■ Records to process
_ _ _ _ _ _ _

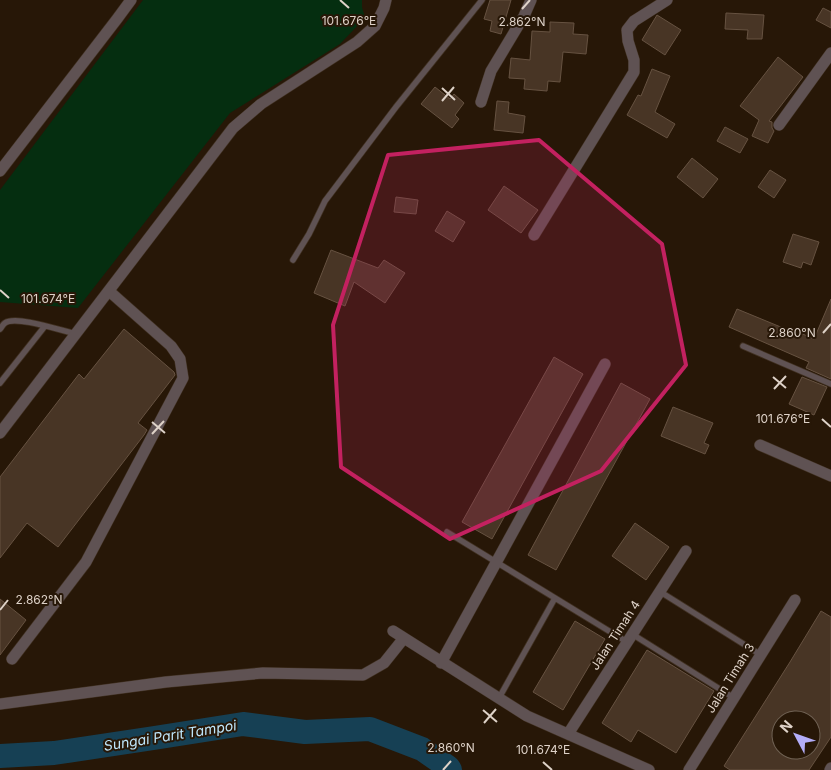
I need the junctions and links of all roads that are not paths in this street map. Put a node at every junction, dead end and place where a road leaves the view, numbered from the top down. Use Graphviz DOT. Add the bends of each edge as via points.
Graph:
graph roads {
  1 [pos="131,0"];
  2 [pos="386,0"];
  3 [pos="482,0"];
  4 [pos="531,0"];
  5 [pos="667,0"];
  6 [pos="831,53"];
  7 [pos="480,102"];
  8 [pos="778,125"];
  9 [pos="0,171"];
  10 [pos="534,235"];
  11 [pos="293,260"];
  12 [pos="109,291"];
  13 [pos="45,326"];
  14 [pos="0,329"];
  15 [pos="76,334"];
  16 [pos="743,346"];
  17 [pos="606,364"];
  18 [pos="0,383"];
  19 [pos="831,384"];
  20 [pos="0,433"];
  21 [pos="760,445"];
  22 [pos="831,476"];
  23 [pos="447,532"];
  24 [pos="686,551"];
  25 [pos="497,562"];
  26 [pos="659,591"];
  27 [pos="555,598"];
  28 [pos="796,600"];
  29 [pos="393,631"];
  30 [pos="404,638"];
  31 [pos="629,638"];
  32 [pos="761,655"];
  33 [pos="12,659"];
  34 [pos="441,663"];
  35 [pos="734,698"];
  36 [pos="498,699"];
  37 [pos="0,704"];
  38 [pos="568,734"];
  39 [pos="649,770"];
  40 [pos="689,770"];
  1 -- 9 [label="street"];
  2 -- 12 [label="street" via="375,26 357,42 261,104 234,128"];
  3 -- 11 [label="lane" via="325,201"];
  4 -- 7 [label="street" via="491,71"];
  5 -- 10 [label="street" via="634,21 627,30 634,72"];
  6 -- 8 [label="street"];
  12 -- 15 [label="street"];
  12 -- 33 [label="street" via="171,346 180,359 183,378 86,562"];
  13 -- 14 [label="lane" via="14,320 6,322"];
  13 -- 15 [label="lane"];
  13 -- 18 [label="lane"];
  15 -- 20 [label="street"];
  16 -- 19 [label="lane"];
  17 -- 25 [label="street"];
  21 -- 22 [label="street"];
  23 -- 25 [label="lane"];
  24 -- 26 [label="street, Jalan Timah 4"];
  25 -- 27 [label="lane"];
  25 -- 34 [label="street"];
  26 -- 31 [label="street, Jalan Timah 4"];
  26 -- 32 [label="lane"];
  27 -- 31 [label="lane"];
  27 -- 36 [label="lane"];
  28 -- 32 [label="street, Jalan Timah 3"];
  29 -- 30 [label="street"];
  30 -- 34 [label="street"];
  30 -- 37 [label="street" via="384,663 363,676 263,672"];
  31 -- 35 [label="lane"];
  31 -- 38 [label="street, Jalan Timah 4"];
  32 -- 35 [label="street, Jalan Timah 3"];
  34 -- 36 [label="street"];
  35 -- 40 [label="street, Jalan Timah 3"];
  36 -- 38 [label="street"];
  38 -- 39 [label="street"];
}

_ _ _ _ _ _ _

■ What to do
Going through the entries above, show each line that contains "lane".

■ Result
  3 -- 11 [label="lane" via="325,201"];
  13 -- 14 [label="lane" via="14,320 6,322"];
  13 -- 15 [label="lane"];
  13 -- 18 [label="lane"];
  16 -- 19 [label="lane"];
  23 -- 25 [label="lane"];
  25 -- 27 [label="lane"];
  26 -- 32 [label="lane"];
  27 -- 31 [label="lane"];
  27 -- 36 [label="lane"];
  31 -- 35 [label="lane"];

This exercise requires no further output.